Work instruction:
The entries shown below are to be printed in full, unaltered.

Stored items:

=== Section Start ===

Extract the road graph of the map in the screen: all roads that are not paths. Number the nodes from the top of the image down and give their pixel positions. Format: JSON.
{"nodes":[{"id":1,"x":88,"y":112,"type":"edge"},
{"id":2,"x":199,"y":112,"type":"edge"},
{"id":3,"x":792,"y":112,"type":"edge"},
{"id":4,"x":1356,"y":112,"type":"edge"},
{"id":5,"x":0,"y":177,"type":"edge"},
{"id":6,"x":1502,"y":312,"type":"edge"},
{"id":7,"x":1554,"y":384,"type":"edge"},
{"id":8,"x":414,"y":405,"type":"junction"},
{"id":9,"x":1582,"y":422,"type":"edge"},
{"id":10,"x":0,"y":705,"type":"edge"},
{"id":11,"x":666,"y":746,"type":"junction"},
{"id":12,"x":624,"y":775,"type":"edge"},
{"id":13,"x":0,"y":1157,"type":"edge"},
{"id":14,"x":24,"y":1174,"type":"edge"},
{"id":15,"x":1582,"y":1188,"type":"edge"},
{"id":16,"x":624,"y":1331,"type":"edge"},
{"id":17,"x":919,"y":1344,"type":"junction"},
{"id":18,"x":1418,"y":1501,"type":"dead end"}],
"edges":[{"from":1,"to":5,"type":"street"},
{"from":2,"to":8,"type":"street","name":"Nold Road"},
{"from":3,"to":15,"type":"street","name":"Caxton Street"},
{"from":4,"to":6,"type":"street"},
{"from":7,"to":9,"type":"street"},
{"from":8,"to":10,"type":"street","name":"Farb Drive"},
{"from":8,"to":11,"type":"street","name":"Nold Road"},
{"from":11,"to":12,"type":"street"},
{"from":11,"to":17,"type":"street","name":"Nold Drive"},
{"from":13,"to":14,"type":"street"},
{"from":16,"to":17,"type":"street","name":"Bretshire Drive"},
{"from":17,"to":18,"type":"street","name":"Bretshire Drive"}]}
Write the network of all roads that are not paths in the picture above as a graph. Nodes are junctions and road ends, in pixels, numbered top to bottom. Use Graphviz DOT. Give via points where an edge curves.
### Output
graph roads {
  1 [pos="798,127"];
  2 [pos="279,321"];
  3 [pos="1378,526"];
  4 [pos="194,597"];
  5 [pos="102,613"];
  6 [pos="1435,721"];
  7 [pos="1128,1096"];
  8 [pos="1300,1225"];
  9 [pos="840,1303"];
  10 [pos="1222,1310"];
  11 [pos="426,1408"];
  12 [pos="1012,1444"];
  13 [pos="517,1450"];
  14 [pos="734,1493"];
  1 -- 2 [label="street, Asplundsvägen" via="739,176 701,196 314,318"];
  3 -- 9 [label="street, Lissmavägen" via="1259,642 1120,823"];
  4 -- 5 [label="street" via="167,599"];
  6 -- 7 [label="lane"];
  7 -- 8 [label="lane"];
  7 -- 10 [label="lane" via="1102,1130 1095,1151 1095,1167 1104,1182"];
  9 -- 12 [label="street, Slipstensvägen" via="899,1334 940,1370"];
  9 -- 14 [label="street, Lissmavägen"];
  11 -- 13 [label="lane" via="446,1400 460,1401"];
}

=== Section End ===

Solution for this task:
Extract the road graph of the map in the screen: all roads that are not paths. Number the nodes from the top of the image down and give their pixel positions. Format: JSON.
{"nodes":[{"id":1,"x":88,"y":112,"type":"edge"},
{"id":2,"x":199,"y":112,"type":"edge"},
{"id":3,"x":792,"y":112,"type":"edge"},
{"id":4,"x":1356,"y":112,"type":"edge"},
{"id":5,"x":0,"y":177,"type":"edge"},
{"id":6,"x":1502,"y":312,"type":"edge"},
{"id":7,"x":1554,"y":384,"type":"edge"},
{"id":8,"x":414,"y":405,"type":"junction"},
{"id":9,"x":1582,"y":422,"type":"edge"},
{"id":10,"x":0,"y":705,"type":"edge"},
{"id":11,"x":666,"y":746,"type":"junction"},
{"id":12,"x":624,"y":775,"type":"edge"},
{"id":13,"x":0,"y":1157,"type":"edge"},
{"id":14,"x":24,"y":1174,"type":"edge"},
{"id":15,"x":1582,"y":1188,"type":"edge"},
{"id":16,"x":624,"y":1331,"type":"edge"},
{"id":17,"x":919,"y":1344,"type":"junction"},
{"id":18,"x":1418,"y":1501,"type":"dead end"}],
"edges":[{"from":1,"to":5,"type":"street"},
{"from":2,"to":8,"type":"street","name":"Nold Road"},
{"from":3,"to":15,"type":"street","name":"Caxton Street"},
{"from":4,"to":6,"type":"street"},
{"from":7,"to":9,"type":"street"},
{"from":8,"to":10,"type":"street","name":"Farb Drive"},
{"from":8,"to":11,"type":"street","name":"Nold Road"},
{"from":11,"to":12,"type":"street"},
{"from":11,"to":17,"type":"street","name":"Nold Drive"},
{"from":13,"to":14,"type":"street"},
{"from":16,"to":17,"type":"street","name":"Bretshire Drive"},
{"from":17,"to":18,"type":"street","name":"Bretshire Drive"}]}
Write the network of all roads that are not paths in the picture above as a graph. Nodes are junctions and road ends, in pixels, numbered top to bottom. Use Graphviz DOT. Give via points where an edge curves.
### Output
graph roads {
  1 [pos="798,127"];
  2 [pos="279,321"];
  3 [pos="1378,526"];
  4 [pos="194,597"];
  5 [pos="102,613"];
  6 [pos="1435,721"];
  7 [pos="1128,1096"];
  8 [pos="1300,1225"];
  9 [pos="840,1303"];
  10 [pos="1222,1310"];
  11 [pos="426,1408"];
  12 [pos="1012,1444"];
  13 [pos="517,1450"];
  14 [pos="734,1493"];
  1 -- 2 [label="street, Asplundsvägen" via="739,176 701,196 314,318"];
  3 -- 9 [label="street, Lissmavägen" via="1259,642 1120,823"];
  4 -- 5 [label="street" via="167,599"];
  6 -- 7 [label="lane"];
  7 -- 8 [label="lane"];
  7 -- 10 [label="lane" via="1102,1130 1095,1151 1095,1167 1104,1182"];
  9 -- 12 [label="street, Slipstensvägen" via="899,1334 940,1370"];
  9 -- 14 [label="street, Lissmavägen"];
  11 -- 13 [label="lane" via="446,1400 460,1401"];
}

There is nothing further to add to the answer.